• Problem to solve: Omit the images and reproduce the rest of the entries exactly.
+++ Input for this task +++
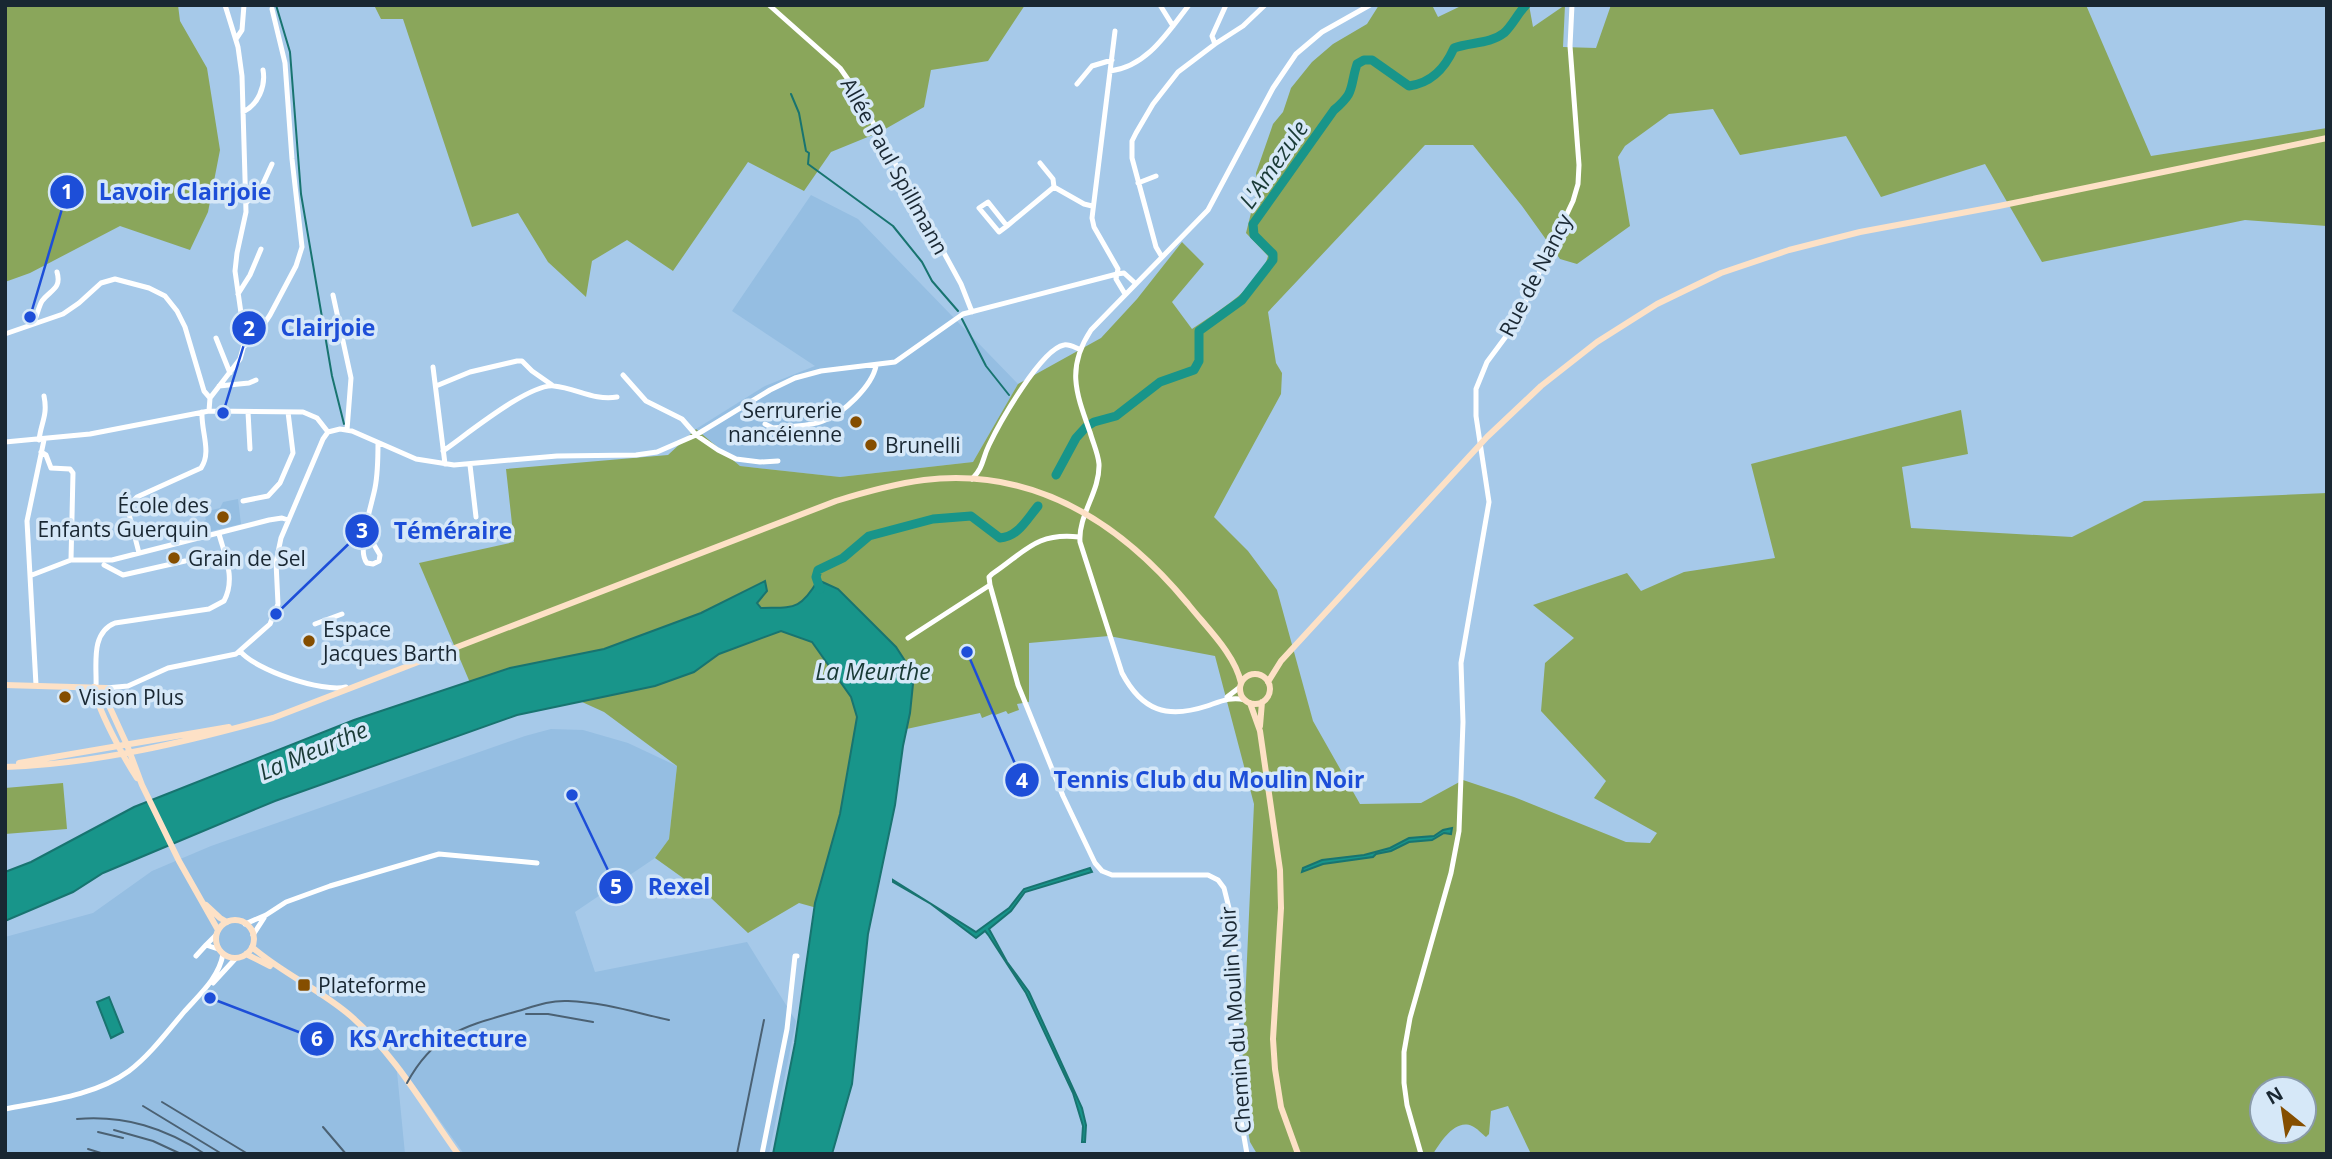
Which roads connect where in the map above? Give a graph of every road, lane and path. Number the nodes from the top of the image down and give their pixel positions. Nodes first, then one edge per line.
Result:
1 (225, 5) edge
2 (244, 5) edge
3 (769, 5) edge
4 (1160, 5) edge
5 (1189, 5) edge
6 (1226, 5) edge
7 (1265, 5) edge
8 (1370, 5) edge
9 (1572, 5) edge
10 (272, 9) dead end
11 (1173, 26) junction
12 (1115, 31) dead end
13 (236, 39) junction
14 (1215, 44) junction
15 (1111, 60) junction
16 (264, 70) dead end
17 (1110, 71) junction
18 (1077, 84) dead end
19 (243, 112) junction
20 (2327, 138) edge
21 (1040, 163) dead end
22 (272, 164) dead end
23 (1156, 176) dead end
24 (1138, 183) junction
25 (1055, 187) junction
26 (246, 204) junction
27 (1091, 206) junction
28 (1007, 226) junction
29 (261, 249) dead end
30 (1162, 257) junction
31 (57, 272) dead end
32 (1117, 274) junction
33 (1135, 283) junction
34 (238, 294) junction
35 (1125, 294) junction
36 (333, 295) dead end
37 (972, 312) junction
38 (33, 324) junction
39 (5, 334) edge
40 (216, 338) dead end
41 (244, 346) junction
42 (1079, 349) junction
43 (876, 366) junction
44 (433, 367) dead end
45 (230, 373) junction
46 (623, 375) dead end
47 (256, 380) dead end
48 (552, 385) junction
49 (219, 386) junction
50 (436, 386) junction
51 (44, 396) dead end
52 (617, 397) dead end
53 (210, 398) junction
54 (288, 411) junction
55 (205, 412) junction
56 (248, 412) junction
57 (765, 424) dead end
58 (347, 430) junction
59 (328, 432) junction
60 (696, 435) junction
61 (41, 440) junction
62 (5, 442) edge
63 (378, 443) junction
64 (250, 449) dead end
65 (443, 451) junction
66 (41, 452) junction
67 (778, 461) dead end
68 (444, 464) junction
69 (470, 465) junction
70 (972, 480) junction
71 (243, 501) dead end
72 (476, 517) dead end
73 (288, 520) junction
74 (366, 531) junction
75 (219, 534) junction
76 (1079, 537) junction
77 (139, 553) junction
78 (71, 560) junction
79 (185, 561) dead end
80 (104, 565) dead end
81 (32, 575) junction
82 (990, 585) junction
83 (342, 614) dead end
84 (315, 624) dead end
85 (908, 638) dead end
86 (240, 651) junction
87 (1231, 660) junction
88 (1281, 662) junction
89 (389, 674) junction
90 (1255, 674) junction
91 (1268, 682) junction
92 (5, 685) edge
93 (36, 685) junction
94 (1240, 685) junction
95 (95, 687) junction
96 (106, 688) junction
97 (1247, 701) junction
98 (1262, 702) junction
99 (1215, 703) junction
100 (1260, 731) junction
101 (129, 748) junction
102 (120, 750) junction
103 (5, 765) edge
104 (142, 785) junction
105 (537, 863) dead end
106 (200, 899) junction
107 (266, 915) junction
108 (228, 922) junction
109 (245, 923) junction
110 (217, 933) junction
111 (253, 935) junction
112 (206, 945) junction
113 (252, 947) junction
114 (220, 952) junction
115 (246, 954) junction
116 (196, 956) dead end
117 (797, 956) dead end
118 (236, 958) junction
119 (281, 971) junction
120 (202, 992) junction
121 (5, 1110) edge
122 (458, 1154) edge
123 (762, 1154) edge
124 (1247, 1154) edge
125 (1298, 1154) edge
126 (1421, 1154) edge

1 - 13 street
2 - 13 street
3 - 37 street, Allée Paul Spillmann
4 - 11 street
5 - 11 street
6 - 14 street
7 - 14 street
8 - 30 street
9 - 126 street, Rue de Nancy
10 - 41 street
11 - 17 street
12 - 15 street
13 - 19 street
14 - 24 street
15 - 17 street
15 - 18 street
16 - 19 street
17 - 27 street
19 - 26 street
20 - 88 main road
21 - 25 street
22 - 26 street
23 - 24 street
24 - 30 street
25 - 27 street
25 - 28 street
26 - 34 street
27 - 32 street
28 - 28 street
29 - 34 street
30 - 33 street
31 - 38 street
32 - 33 street
32 - 35 street
32 - 37 street
33 - 35 street
34 - 41 street
35 - 42 street
36 - 58 street
37 - 43 street
38 - 39 street
38 - 53 street
40 - 45 street
41 - 45 street
42 - 70 street
42 - 76 street
43 - 57 street
43 - 60 street
44 - 50 street
45 - 49 street
46 - 60 street
47 - 49 street
48 - 50 street
48 - 52 street
48 - 65 street
49 - 53 street
50 - 65 street
51 - 61 street
53 - 55 street
54 - 56 street
54 - 59 street
54 - 71 street
55 - 56 street
55 - 61 street
55 - 77 street
56 - 64 street
58 - 59 street
58 - 63 street
59 - 73 street
60 - 67 street
60 - 69 street
61 - 62 street
61 - 66 street
63 - 68 street
63 - 74 street
65 - 68 street
66 - 78 street
66 - 81 street
68 - 69 street
69 - 72 street
70 - 87 main road
70 - 89 main road
73 - 75 street
73 - 86 street
74 - 74 street
75 - 77 street
75 - 95 street
76 - 82 street
76 - 99 street
77 - 78 street
78 - 81 street
79 - 80 street
81 - 93 street
82 - 85 street
82 - 124 street, Chemin du Moulin Noir
83 - 84 street
86 - 89 street
86 - 96 street
87 - 90 main road
87 - 94 main road
88 - 90 main road
88 - 91 main road
89 - 101 main road
90 - 91 main road
90 - 94 main road
91 - 98 main road
92 - 93 main road
93 - 95 main road
94 - 97 main road
94 - 99 street
95 - 96 main road
95 - 102 main road
96 - 101 main road
97 - 98 main road
97 - 99 street
97 - 100 main road
98 - 100 main road
100 - 125 main road
101 - 102 main road
101 - 104 main road
102 - 103 main road
102 - 104 main road
104 - 106 main road
105 - 107 street
106 - 108 main road
106 - 110 main road
107 - 109 street
107 - 111 street
108 - 109 main road
108 - 110 main road
109 - 111 main road
110 - 112 street
110 - 114 main road
111 - 113 main road
112 - 114 street
112 - 116 street
113 - 115 main road
113 - 119 main road
114 - 118 main road
114 - 120 street
115 - 118 main road
115 - 119 main road
117 - 123 street
118 - 120 street
119 - 122 main road
120 - 121 street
+++
• Response below:
Which roads connect where in the map above? Give a graph of every road, lane and path. Number the nodes from the top of the image down and give their pixel positions. Nodes first, then one edge per line.
Result:
1 (225, 5) edge
2 (244, 5) edge
3 (769, 5) edge
4 (1160, 5) edge
5 (1189, 5) edge
6 (1226, 5) edge
7 (1265, 5) edge
8 (1370, 5) edge
9 (1572, 5) edge
10 (272, 9) dead end
11 (1173, 26) junction
12 (1115, 31) dead end
13 (236, 39) junction
14 (1215, 44) junction
15 (1111, 60) junction
16 (264, 70) dead end
17 (1110, 71) junction
18 (1077, 84) dead end
19 (243, 112) junction
20 (2327, 138) edge
21 (1040, 163) dead end
22 (272, 164) dead end
23 (1156, 176) dead end
24 (1138, 183) junction
25 (1055, 187) junction
26 (246, 204) junction
27 (1091, 206) junction
28 (1007, 226) junction
29 (261, 249) dead end
30 (1162, 257) junction
31 (57, 272) dead end
32 (1117, 274) junction
33 (1135, 283) junction
34 (238, 294) junction
35 (1125, 294) junction
36 (333, 295) dead end
37 (972, 312) junction
38 (33, 324) junction
39 (5, 334) edge
40 (216, 338) dead end
41 (244, 346) junction
42 (1079, 349) junction
43 (876, 366) junction
44 (433, 367) dead end
45 (230, 373) junction
46 (623, 375) dead end
47 (256, 380) dead end
48 (552, 385) junction
49 (219, 386) junction
50 (436, 386) junction
51 (44, 396) dead end
52 (617, 397) dead end
53 (210, 398) junction
54 (288, 411) junction
55 (205, 412) junction
56 (248, 412) junction
57 (765, 424) dead end
58 (347, 430) junction
59 (328, 432) junction
60 (696, 435) junction
61 (41, 440) junction
62 (5, 442) edge
63 (378, 443) junction
64 (250, 449) dead end
65 (443, 451) junction
66 (41, 452) junction
67 (778, 461) dead end
68 (444, 464) junction
69 (470, 465) junction
70 (972, 480) junction
71 (243, 501) dead end
72 (476, 517) dead end
73 (288, 520) junction
74 (366, 531) junction
75 (219, 534) junction
76 (1079, 537) junction
77 (139, 553) junction
78 (71, 560) junction
79 (185, 561) dead end
80 (104, 565) dead end
81 (32, 575) junction
82 (990, 585) junction
83 (342, 614) dead end
84 (315, 624) dead end
85 (908, 638) dead end
86 (240, 651) junction
87 (1231, 660) junction
88 (1281, 662) junction
89 (389, 674) junction
90 (1255, 674) junction
91 (1268, 682) junction
92 (5, 685) edge
93 (36, 685) junction
94 (1240, 685) junction
95 (95, 687) junction
96 (106, 688) junction
97 (1247, 701) junction
98 (1262, 702) junction
99 (1215, 703) junction
100 (1260, 731) junction
101 (129, 748) junction
102 (120, 750) junction
103 (5, 765) edge
104 (142, 785) junction
105 (537, 863) dead end
106 (200, 899) junction
107 (266, 915) junction
108 (228, 922) junction
109 (245, 923) junction
110 (217, 933) junction
111 (253, 935) junction
112 (206, 945) junction
113 (252, 947) junction
114 (220, 952) junction
115 (246, 954) junction
116 (196, 956) dead end
117 (797, 956) dead end
118 (236, 958) junction
119 (281, 971) junction
120 (202, 992) junction
121 (5, 1110) edge
122 (458, 1154) edge
123 (762, 1154) edge
124 (1247, 1154) edge
125 (1298, 1154) edge
126 (1421, 1154) edge

1 - 13 street
2 - 13 street
3 - 37 street, Allée Paul Spillmann
4 - 11 street
5 - 11 street
6 - 14 street
7 - 14 street
8 - 30 street
9 - 126 street, Rue de Nancy
10 - 41 street
11 - 17 street
12 - 15 street
13 - 19 street
14 - 24 street
15 - 17 street
15 - 18 street
16 - 19 street
17 - 27 street
19 - 26 street
20 - 88 main road
21 - 25 street
22 - 26 street
23 - 24 street
24 - 30 street
25 - 27 street
25 - 28 street
26 - 34 street
27 - 32 street
28 - 28 street
29 - 34 street
30 - 33 street
31 - 38 street
32 - 33 street
32 - 35 street
32 - 37 street
33 - 35 street
34 - 41 street
35 - 42 street
36 - 58 street
37 - 43 street
38 - 39 street
38 - 53 street
40 - 45 street
41 - 45 street
42 - 70 street
42 - 76 street
43 - 57 street
43 - 60 street
44 - 50 street
45 - 49 street
46 - 60 street
47 - 49 street
48 - 50 street
48 - 52 street
48 - 65 street
49 - 53 street
50 - 65 street
51 - 61 street
53 - 55 street
54 - 56 street
54 - 59 street
54 - 71 street
55 - 56 street
55 - 61 street
55 - 77 street
56 - 64 street
58 - 59 street
58 - 63 street
59 - 73 street
60 - 67 street
60 - 69 street
61 - 62 street
61 - 66 street
63 - 68 street
63 - 74 street
65 - 68 street
66 - 78 street
66 - 81 street
68 - 69 street
69 - 72 street
70 - 87 main road
70 - 89 main road
73 - 75 street
73 - 86 street
74 - 74 street
75 - 77 street
75 - 95 street
76 - 82 street
76 - 99 street
77 - 78 street
78 - 81 street
79 - 80 street
81 - 93 street
82 - 85 street
82 - 124 street, Chemin du Moulin Noir
83 - 84 street
86 - 89 street
86 - 96 street
87 - 90 main road
87 - 94 main road
88 - 90 main road
88 - 91 main road
89 - 101 main road
90 - 91 main road
90 - 94 main road
91 - 98 main road
92 - 93 main road
93 - 95 main road
94 - 97 main road
94 - 99 street
95 - 96 main road
95 - 102 main road
96 - 101 main road
97 - 98 main road
97 - 99 street
97 - 100 main road
98 - 100 main road
100 - 125 main road
101 - 102 main road
101 - 104 main road
102 - 103 main road
102 - 104 main road
104 - 106 main road
105 - 107 street
106 - 108 main road
106 - 110 main road
107 - 109 street
107 - 111 street
108 - 109 main road
108 - 110 main road
109 - 111 main road
110 - 112 street
110 - 114 main road
111 - 113 main road
112 - 114 street
112 - 116 street
113 - 115 main road
113 - 119 main road
114 - 118 main road
114 - 120 street
115 - 118 main road
115 - 119 main road
117 - 123 street
118 - 120 street
119 - 122 main road
120 - 121 street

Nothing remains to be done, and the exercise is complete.